Recorded data:

[Start of section]

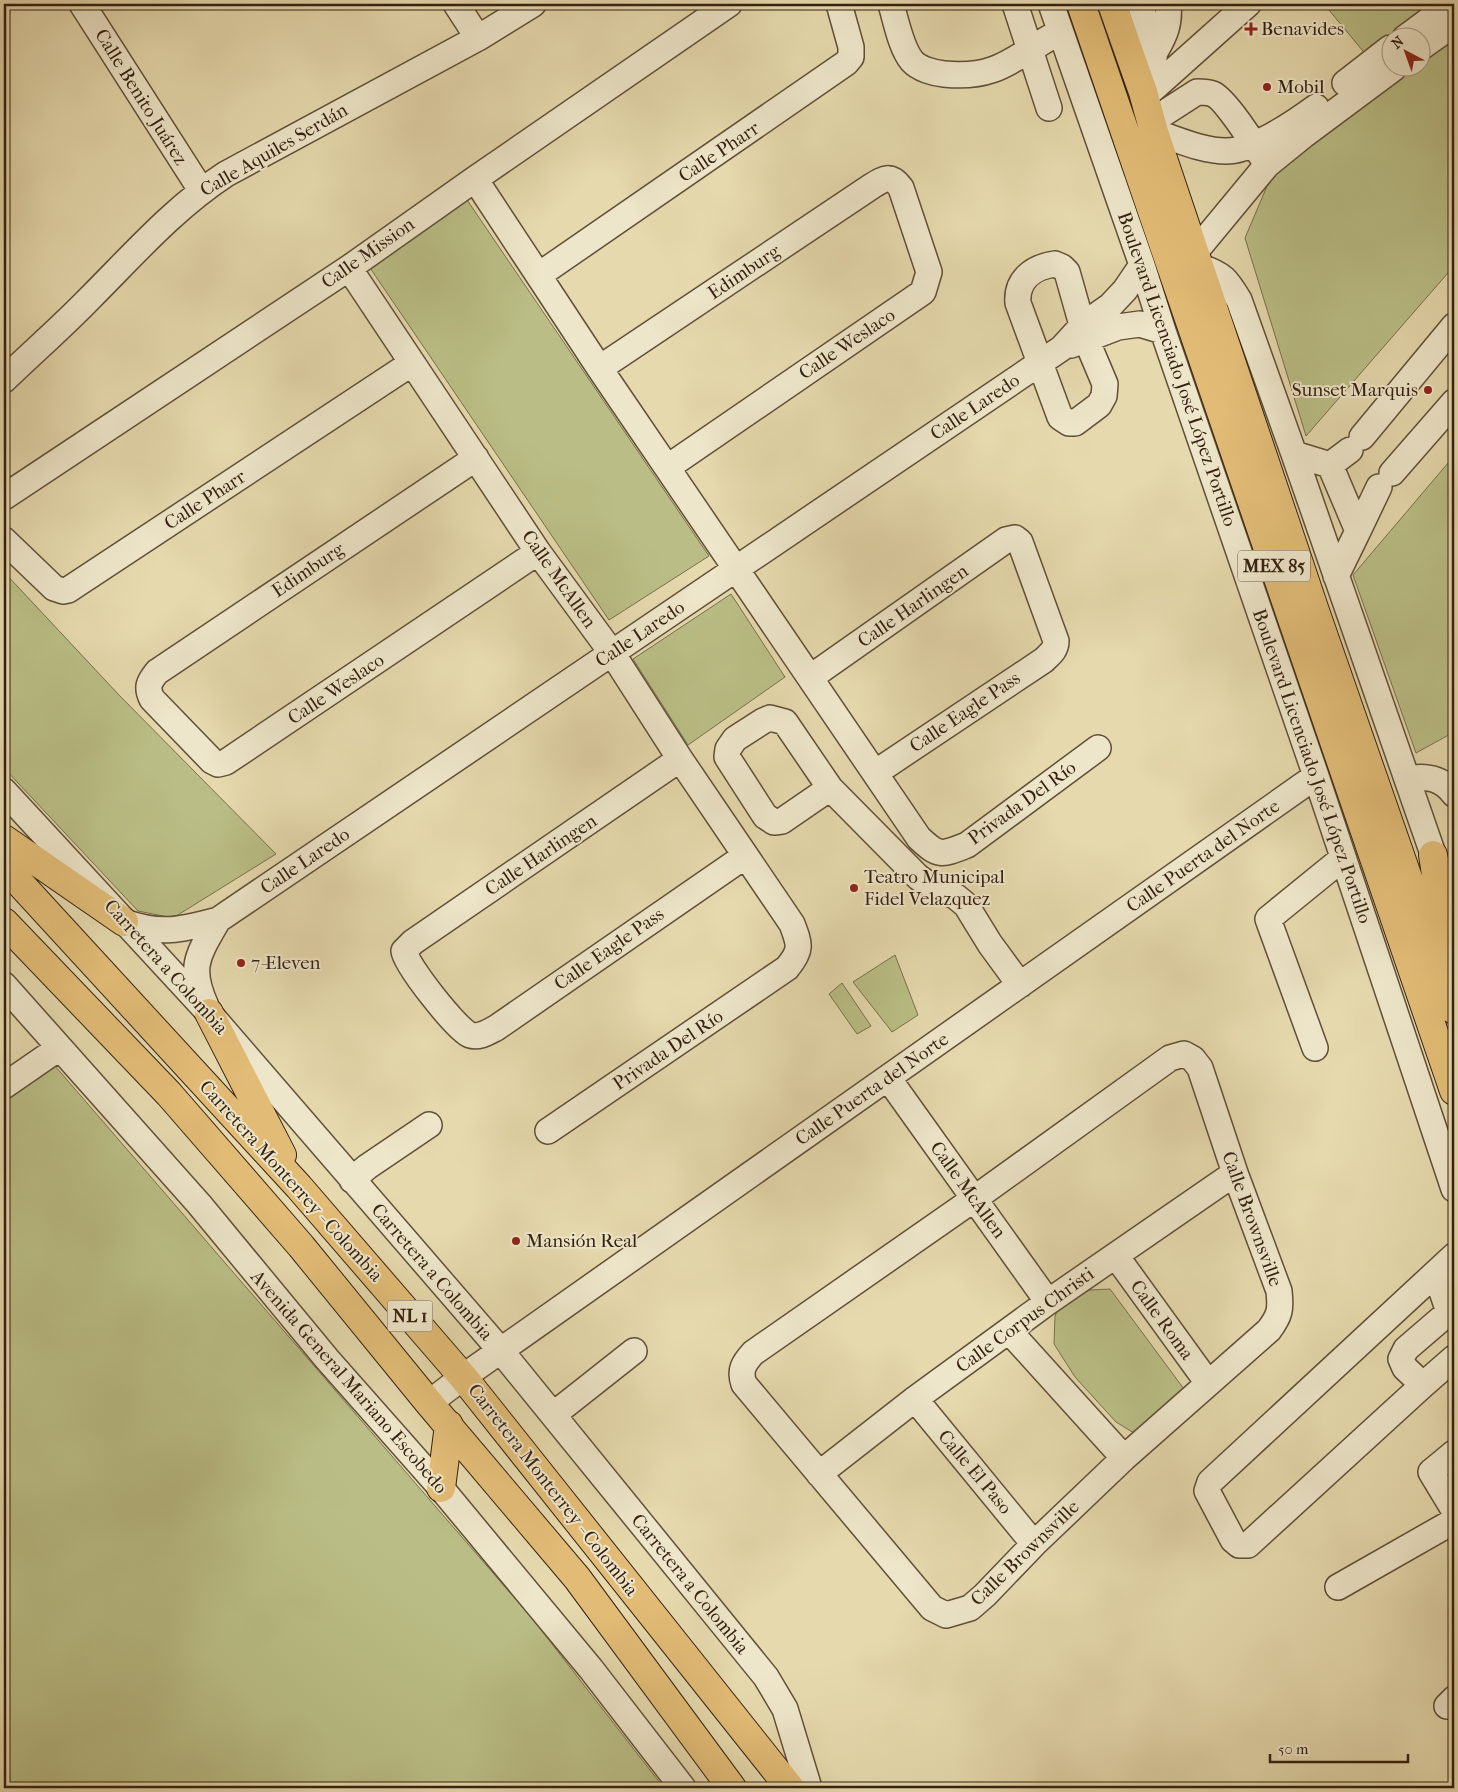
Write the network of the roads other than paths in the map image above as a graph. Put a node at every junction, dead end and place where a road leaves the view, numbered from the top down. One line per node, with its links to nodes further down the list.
1 (82, 4): 30 (street, Calle Benito Juárez)
2 (533, 4): 18 (street, Calle Aquiles Serdán)
3 (729, 4): 28 (street, Calle Mission)
4 (839, 4): 34 (street, Calle Pharr)
5 (891, 4): 20 (street)
6 (1015, 4): 20 (street)
7 (1051, 4): 17 (street, Boulevard Licenciado José López Portillo)
8 (1081, 4): 85 (main road, Boulevard Licenciado José López Portillo / MEX 85)
9 (1112, 4): 25 (main road, MEX 85)
10 (1140, 4): 21 (street)
11 (1168, 4): 21 (street)
12 (1248, 4): 25 (street)
13 (1451, 4): 16 (street)
14 (462, 6): 18 (street)
15 (1454, 24): 19 (street)
16 (1419, 28)
17 (1060, 32): 20 (street); 32 (street, Boulevard Licenciado José López Portillo)
18 (478, 38): 30 (street, Calle Aquiles Serdán)
19 (1430, 41)
20 (1029, 50): 24 (street)
21 (1155, 52): 25 (street)
22 (1380, 66): 26 (street)
23 (1380, 67): 27 (street)
24 (1049, 108)
25 (1148, 111): 26 (street); 26 (street); 31 (main road, MEX 85)
26 (1254, 144): 27 (street)
27 (1267, 166): 31 (street)
28 (475, 178): 33 (street, Calle Mission); 34 (street)
29 (890, 178): 40 (street, Edimburg); 46 (street, Calle Weslaco)
30 (201, 190): 41 (street, Calle Aquiles Serdán)
31 (1198, 260): 44 (street); 78 (main road, MEX 85)
32 (1142, 265): 36 (street, Boulevard Licenciado José López Portillo); 37 (street, Calle Laredo)
33 (349, 268): 39 (street, Calle McAllen); 47 (street, Calle Mission)
34 (539, 275): 40 (street)
35 (1454, 326): 43 (street)
36 (1163, 331): 37 (street, Calle Laredo); 60 (street, Boulevard Licenciado José López Portillo)
37 (1085, 332): 38 (street, Calle Laredo); 38 (street); 38 (street)
38 (1040, 362): 52 (street, Calle Laredo)
39 (412, 363): 45 (street, Calle McAllen); 50 (street, Calle Pharr)
40 (600, 368): 46 (street)
41 (4, 380)
42 (1454, 402): 48 (street)
43 (1347, 451): 44 (street); 48 (street)
44 (1294, 454): 53 (street)
45 (476, 458): 51 (street, Calle McAllen); 56 (street, Edimburg)
46 (668, 467): 52 (street)
47 (4, 497)
48 (1358, 531): 53 (street)
49 (1016, 538): 55 (street, Calle Harlingen); 59 (street, Calle Eagle Pass)
50 (4, 540)
51 (538, 552): 54 (street, Calle McAllen); 56 (street, Calle Weslaco)
52 (736, 569): 54 (street, Calle Laredo); 55 (street)
53 (1336, 576): 61 (street)
54 (612, 653): 58 (street, Calle McAllen); 71 (street, Calle Laredo)
55 (812, 677): 59 (street)
56 (148, 688)
57 (1098, 748): 59 (street, Privada Del Río)
58 (680, 760): 67 (street, Calle McAllen); 80 (street, Calle Harlingen)
59 (875, 773)
60 (1316, 776): 68 (street, Boulevard Licenciado José López Portillo); 76 (street, Calle Puerta del Norte)
61 (1407, 779): 64 (street); 66 (street)
62 (830, 788): 76 (street)
63 (4, 791): 73 (street, Carretera a Colombia)
64 (1454, 794)
65 (4, 838): 73 (main road)
66 (1433, 855): 70 (street); 77 (main road)
67 (745, 856): 74 (street, Calle McAllen); 80 (street, Calle Eagle Pass)
68 (1343, 858): 82 (street); 91 (street, Boulevard Licenciado José López Portillo)
69 (4, 866): 90 (main road, Carretera Monterrey - Colombia / NL 1)
70 (1452, 895)
71 (218, 920): 73 (street, Calle Laredo); 79 (street, Calle Laredo)
72 (4, 922): 105 (main road, Carretera Monterrey - Colombia / NL 1)
73 (124, 922): 79 (street, Carretera a Colombia)
74 (787, 968): 87 (street, Privada Del Río)
75 (4, 985): 81 (street, Avenida General Mariano Escobedo)
76 (1020, 986): 83 (street, Calle Puerta del Norte)
77 (1454, 1001)
78 (1454, 1010)
79 (209, 1014): 89 (street, Carretera a Colombia); 90 (main road)
80 (471, 1035)
81 (59, 1048): 84 (street); 111 (street, Avenida General Mariano Escobedo)
82 (1314, 1048)
83 (888, 1078): 92 (street, Calle McAllen); 98 (street, Calle Puerta del Norte)
84 (4, 1086)
85 (1454, 1092)
86 (429, 1125): 89 (street)
87 (548, 1132)
88 (1235, 1173): 92 (street, Calle Brownsville); 93 (street, Calle Corpus Christi); 102 (street, Calle Brownsville)
89 (352, 1180): 98 (street, Carretera a Colombia)
90 (299, 1187): 101 (main road, Carretera Monterrey - Colombia / NL 1)
91 (1454, 1189)
92 (974, 1199): 96 (street, Calle McAllen); 110 (street, Calle Brownsville)
93 (1116, 1256): 96 (street, Calle Corpus Christi); 102 (street, Calle Roma)
94 (1454, 1256): 95 (street)
95 (1436, 1274): 103 (street); 103 (street)
96 (1048, 1302): 97 (street, Calle Corpus Christi)
97 (1009, 1331): 104 (street, Calle Corpus Christi); 109 (street)
98 (501, 1351): 101 (street, Calle Puerta del Norte); 106 (street, Carretera a Colombia)
99 (634, 1351): 106 (street)
100 (1454, 1358): 103 (street)
101 (463, 1377): 105 (street, Calle Puerta del Norte); 118 (main road, Carretera Monterrey - Colombia / NL 1)
102 (1208, 1383): 109 (street, Calle Brownsville)
103 (1424, 1385)
104 (915, 1400): 110 (street, Calle Corpus Christi); 114 (street, Calle El Paso)
105 (429, 1403): 107 (main road, Carretera Monterrey - Colombia / NL 1)
106 (553, 1415): 119 (street, Carretera a Colombia)
107 (449, 1425): 111 (main road); 117 (main road, Carretera Monterrey - Colombia / NL 1)
108 (1454, 1453): 112 (street)
109 (1124, 1458): 114 (street, Calle Brownsville)
110 (819, 1474): 114 (street, Calle Brownsville)
111 (441, 1488): 116 (street, Avenida General Mariano Escobedo)
112 (1454, 1510)
113 (1454, 1521): 115 (street)
114 (1034, 1544)
115 (1338, 1587)
116 (683, 1788)
117 (732, 1788)
118 (790, 1788)
119 (809, 1788)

[End of section]

ASSIGNMENT:
Leave out the pictures and output every record above precisely as given.

SOLUTION TO THE PROBLEM:
Write the network of the roads other than paths in the map image above as a graph. Put a node at every junction, dead end and place where a road leaves the view, numbered from the top down. One line per node, with its links to nodes further down the list.
1 (82, 4): 30 (street, Calle Benito Juárez)
2 (533, 4): 18 (street, Calle Aquiles Serdán)
3 (729, 4): 28 (street, Calle Mission)
4 (839, 4): 34 (street, Calle Pharr)
5 (891, 4): 20 (street)
6 (1015, 4): 20 (street)
7 (1051, 4): 17 (street, Boulevard Licenciado José López Portillo)
8 (1081, 4): 85 (main road, Boulevard Licenciado José López Portillo / MEX 85)
9 (1112, 4): 25 (main road, MEX 85)
10 (1140, 4): 21 (street)
11 (1168, 4): 21 (street)
12 (1248, 4): 25 (street)
13 (1451, 4): 16 (street)
14 (462, 6): 18 (street)
15 (1454, 24): 19 (street)
16 (1419, 28)
17 (1060, 32): 20 (street); 32 (street, Boulevard Licenciado José López Portillo)
18 (478, 38): 30 (street, Calle Aquiles Serdán)
19 (1430, 41)
20 (1029, 50): 24 (street)
21 (1155, 52): 25 (street)
22 (1380, 66): 26 (street)
23 (1380, 67): 27 (street)
24 (1049, 108)
25 (1148, 111): 26 (street); 26 (street); 31 (main road, MEX 85)
26 (1254, 144): 27 (street)
27 (1267, 166): 31 (street)
28 (475, 178): 33 (street, Calle Mission); 34 (street)
29 (890, 178): 40 (street, Edimburg); 46 (street, Calle Weslaco)
30 (201, 190): 41 (street, Calle Aquiles Serdán)
31 (1198, 260): 44 (street); 78 (main road, MEX 85)
32 (1142, 265): 36 (street, Boulevard Licenciado José López Portillo); 37 (street, Calle Laredo)
33 (349, 268): 39 (street, Calle McAllen); 47 (street, Calle Mission)
34 (539, 275): 40 (street)
35 (1454, 326): 43 (street)
36 (1163, 331): 37 (street, Calle Laredo); 60 (street, Boulevard Licenciado José López Portillo)
37 (1085, 332): 38 (street, Calle Laredo); 38 (street); 38 (street)
38 (1040, 362): 52 (street, Calle Laredo)
39 (412, 363): 45 (street, Calle McAllen); 50 (street, Calle Pharr)
40 (600, 368): 46 (street)
41 (4, 380)
42 (1454, 402): 48 (street)
43 (1347, 451): 44 (street); 48 (street)
44 (1294, 454): 53 (street)
45 (476, 458): 51 (street, Calle McAllen); 56 (street, Edimburg)
46 (668, 467): 52 (street)
47 (4, 497)
48 (1358, 531): 53 (street)
49 (1016, 538): 55 (street, Calle Harlingen); 59 (street, Calle Eagle Pass)
50 (4, 540)
51 (538, 552): 54 (street, Calle McAllen); 56 (street, Calle Weslaco)
52 (736, 569): 54 (street, Calle Laredo); 55 (street)
53 (1336, 576): 61 (street)
54 (612, 653): 58 (street, Calle McAllen); 71 (street, Calle Laredo)
55 (812, 677): 59 (street)
56 (148, 688)
57 (1098, 748): 59 (street, Privada Del Río)
58 (680, 760): 67 (street, Calle McAllen); 80 (street, Calle Harlingen)
59 (875, 773)
60 (1316, 776): 68 (street, Boulevard Licenciado José López Portillo); 76 (street, Calle Puerta del Norte)
61 (1407, 779): 64 (street); 66 (street)
62 (830, 788): 76 (street)
63 (4, 791): 73 (street, Carretera a Colombia)
64 (1454, 794)
65 (4, 838): 73 (main road)
66 (1433, 855): 70 (street); 77 (main road)
67 (745, 856): 74 (street, Calle McAllen); 80 (street, Calle Eagle Pass)
68 (1343, 858): 82 (street); 91 (street, Boulevard Licenciado José López Portillo)
69 (4, 866): 90 (main road, Carretera Monterrey - Colombia / NL 1)
70 (1452, 895)
71 (218, 920): 73 (street, Calle Laredo); 79 (street, Calle Laredo)
72 (4, 922): 105 (main road, Carretera Monterrey - Colombia / NL 1)
73 (124, 922): 79 (street, Carretera a Colombia)
74 (787, 968): 87 (street, Privada Del Río)
75 (4, 985): 81 (street, Avenida General Mariano Escobedo)
76 (1020, 986): 83 (street, Calle Puerta del Norte)
77 (1454, 1001)
78 (1454, 1010)
79 (209, 1014): 89 (street, Carretera a Colombia); 90 (main road)
80 (471, 1035)
81 (59, 1048): 84 (street); 111 (street, Avenida General Mariano Escobedo)
82 (1314, 1048)
83 (888, 1078): 92 (street, Calle McAllen); 98 (street, Calle Puerta del Norte)
84 (4, 1086)
85 (1454, 1092)
86 (429, 1125): 89 (street)
87 (548, 1132)
88 (1235, 1173): 92 (street, Calle Brownsville); 93 (street, Calle Corpus Christi); 102 (street, Calle Brownsville)
89 (352, 1180): 98 (street, Carretera a Colombia)
90 (299, 1187): 101 (main road, Carretera Monterrey - Colombia / NL 1)
91 (1454, 1189)
92 (974, 1199): 96 (street, Calle McAllen); 110 (street, Calle Brownsville)
93 (1116, 1256): 96 (street, Calle Corpus Christi); 102 (street, Calle Roma)
94 (1454, 1256): 95 (street)
95 (1436, 1274): 103 (street); 103 (street)
96 (1048, 1302): 97 (street, Calle Corpus Christi)
97 (1009, 1331): 104 (street, Calle Corpus Christi); 109 (street)
98 (501, 1351): 101 (street, Calle Puerta del Norte); 106 (street, Carretera a Colombia)
99 (634, 1351): 106 (street)
100 (1454, 1358): 103 (street)
101 (463, 1377): 105 (street, Calle Puerta del Norte); 118 (main road, Carretera Monterrey - Colombia / NL 1)
102 (1208, 1383): 109 (street, Calle Brownsville)
103 (1424, 1385)
104 (915, 1400): 110 (street, Calle Corpus Christi); 114 (street, Calle El Paso)
105 (429, 1403): 107 (main road, Carretera Monterrey - Colombia / NL 1)
106 (553, 1415): 119 (street, Carretera a Colombia)
107 (449, 1425): 111 (main road); 117 (main road, Carretera Monterrey - Colombia / NL 1)
108 (1454, 1453): 112 (street)
109 (1124, 1458): 114 (street, Calle Brownsville)
110 (819, 1474): 114 (street, Calle Brownsville)
111 (441, 1488): 116 (street, Avenida General Mariano Escobedo)
112 (1454, 1510)
113 (1454, 1521): 115 (street)
114 (1034, 1544)
115 (1338, 1587)
116 (683, 1788)
117 (732, 1788)
118 (790, 1788)
119 (809, 1788)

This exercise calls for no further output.